How to Create Website Terms and Conditions
You have three main options for creating terms and conditions for your website:
- Hire a lawyer: Best for complex businesses, regulated industries, or high-risk platforms. Expect to pay between $500 and $5,000 depending on complexity and jurisdiction.
- Use a terms and conditions generator: A terms of service generator walks you through a questionnaire about your business and produces a customized document. This approach balances cost, speed, and legal coverage for most small to medium businesses.
- Draft from a template: Starting from a template is better than nothing but risks missing clauses specific to your business model and jurisdiction.
Whichever method you choose, publish your terms at a clean, permanent URL like /terms-and-conditions or /terms-of-service and link to it from your site footer on every page.
Frequently Asked Questions
Are website terms and conditions legally required?
No single law universally requires every website to post terms and conditions.
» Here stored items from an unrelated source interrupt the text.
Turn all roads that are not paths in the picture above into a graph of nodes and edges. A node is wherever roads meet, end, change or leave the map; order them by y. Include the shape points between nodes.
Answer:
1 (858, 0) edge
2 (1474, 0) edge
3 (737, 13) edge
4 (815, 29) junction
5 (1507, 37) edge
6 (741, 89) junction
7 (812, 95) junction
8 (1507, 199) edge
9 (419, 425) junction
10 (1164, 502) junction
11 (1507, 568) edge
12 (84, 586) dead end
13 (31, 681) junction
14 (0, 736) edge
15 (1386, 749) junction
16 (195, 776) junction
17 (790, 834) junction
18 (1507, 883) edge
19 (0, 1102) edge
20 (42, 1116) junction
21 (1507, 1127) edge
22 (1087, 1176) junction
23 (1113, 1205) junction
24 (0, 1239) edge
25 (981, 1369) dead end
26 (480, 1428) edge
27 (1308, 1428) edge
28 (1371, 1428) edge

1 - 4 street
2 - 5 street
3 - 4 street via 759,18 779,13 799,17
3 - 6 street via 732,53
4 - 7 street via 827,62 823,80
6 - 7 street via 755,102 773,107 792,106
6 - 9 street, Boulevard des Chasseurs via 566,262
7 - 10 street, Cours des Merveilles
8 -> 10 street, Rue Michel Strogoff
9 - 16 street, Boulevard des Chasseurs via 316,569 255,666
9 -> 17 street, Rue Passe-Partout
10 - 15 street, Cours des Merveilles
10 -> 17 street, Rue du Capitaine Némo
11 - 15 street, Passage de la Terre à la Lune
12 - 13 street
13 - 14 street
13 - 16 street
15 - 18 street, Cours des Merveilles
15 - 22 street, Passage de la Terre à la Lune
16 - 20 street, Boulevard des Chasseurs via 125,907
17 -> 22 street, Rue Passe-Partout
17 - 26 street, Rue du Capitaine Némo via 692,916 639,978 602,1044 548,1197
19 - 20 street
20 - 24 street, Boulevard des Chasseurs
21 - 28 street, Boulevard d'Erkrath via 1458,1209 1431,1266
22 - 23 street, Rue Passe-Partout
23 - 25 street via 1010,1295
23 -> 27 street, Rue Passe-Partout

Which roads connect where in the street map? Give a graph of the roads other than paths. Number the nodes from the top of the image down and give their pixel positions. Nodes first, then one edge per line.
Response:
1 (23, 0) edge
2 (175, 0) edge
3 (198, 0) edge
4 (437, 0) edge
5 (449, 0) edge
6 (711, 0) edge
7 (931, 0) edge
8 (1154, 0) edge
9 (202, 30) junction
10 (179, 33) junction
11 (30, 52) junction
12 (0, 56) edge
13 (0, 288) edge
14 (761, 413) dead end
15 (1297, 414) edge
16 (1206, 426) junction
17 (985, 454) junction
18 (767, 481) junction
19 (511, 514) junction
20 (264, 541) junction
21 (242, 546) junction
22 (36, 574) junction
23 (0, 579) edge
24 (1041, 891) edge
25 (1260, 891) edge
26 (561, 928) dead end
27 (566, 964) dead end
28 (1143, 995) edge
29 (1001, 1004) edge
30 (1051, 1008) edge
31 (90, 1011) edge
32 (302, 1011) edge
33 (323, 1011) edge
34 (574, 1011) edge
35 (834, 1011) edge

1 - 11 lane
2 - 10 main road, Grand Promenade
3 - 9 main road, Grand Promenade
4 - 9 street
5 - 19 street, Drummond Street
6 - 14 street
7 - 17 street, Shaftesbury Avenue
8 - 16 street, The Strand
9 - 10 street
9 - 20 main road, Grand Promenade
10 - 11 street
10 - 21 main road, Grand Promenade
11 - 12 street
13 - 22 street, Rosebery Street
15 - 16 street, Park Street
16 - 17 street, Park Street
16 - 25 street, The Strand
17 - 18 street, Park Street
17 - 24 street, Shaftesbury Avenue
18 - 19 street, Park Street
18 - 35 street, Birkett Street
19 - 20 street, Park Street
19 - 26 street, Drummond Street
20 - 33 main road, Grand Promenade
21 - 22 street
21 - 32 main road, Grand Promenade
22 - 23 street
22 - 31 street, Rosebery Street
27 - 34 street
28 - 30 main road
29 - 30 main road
However, they are effectively mandatory if you accept payments, operate an app listed on Apple or Google stores, sell to EU consumers under Directive 2011/83/EU, or work with payment processors like Stripe and PayPal that require them as a condition of service.
What is the difference between terms and conditions, terms of service, and terms of use?
These three names refer to the same type of legal agreement governing how users interact with your website or product. Courts treat them identically. "Terms and conditions" is most common for ecommerce, "terms of service" for SaaS platforms, and "terms of use" for content-focused sites. Choose whichever title fits your business.
Can I copy terms and conditions from another website?
No. Your website terms and conditions must accurately reflect your specific business practices, services, refund policies, and legal obligations. Copying another site's terms will include clauses that do not apply to you and omit protections you actually need. This can leave you exposed in a dispute and may constitute copyright infringement.
How do I make my website terms and conditions enforceable?
Use a clickwrap agreement that requires users to check a box or click "I Agree" before completing an action like creating an account or making a purchase. Courts consistently enforce clickwrap over browsewrap. Display the full terms or a direct link, timestamp acceptances, and store records showing each user agreed to a specific version.
How often should I update my website terms and conditions?
Review your terms whenever you change your business model, add new features, update pricing or refund policies, or expand into new jurisdictions. At minimum, review them every six months. Notify users of material changes through email or a prominent site banner and give them the opportunity to review the updated terms.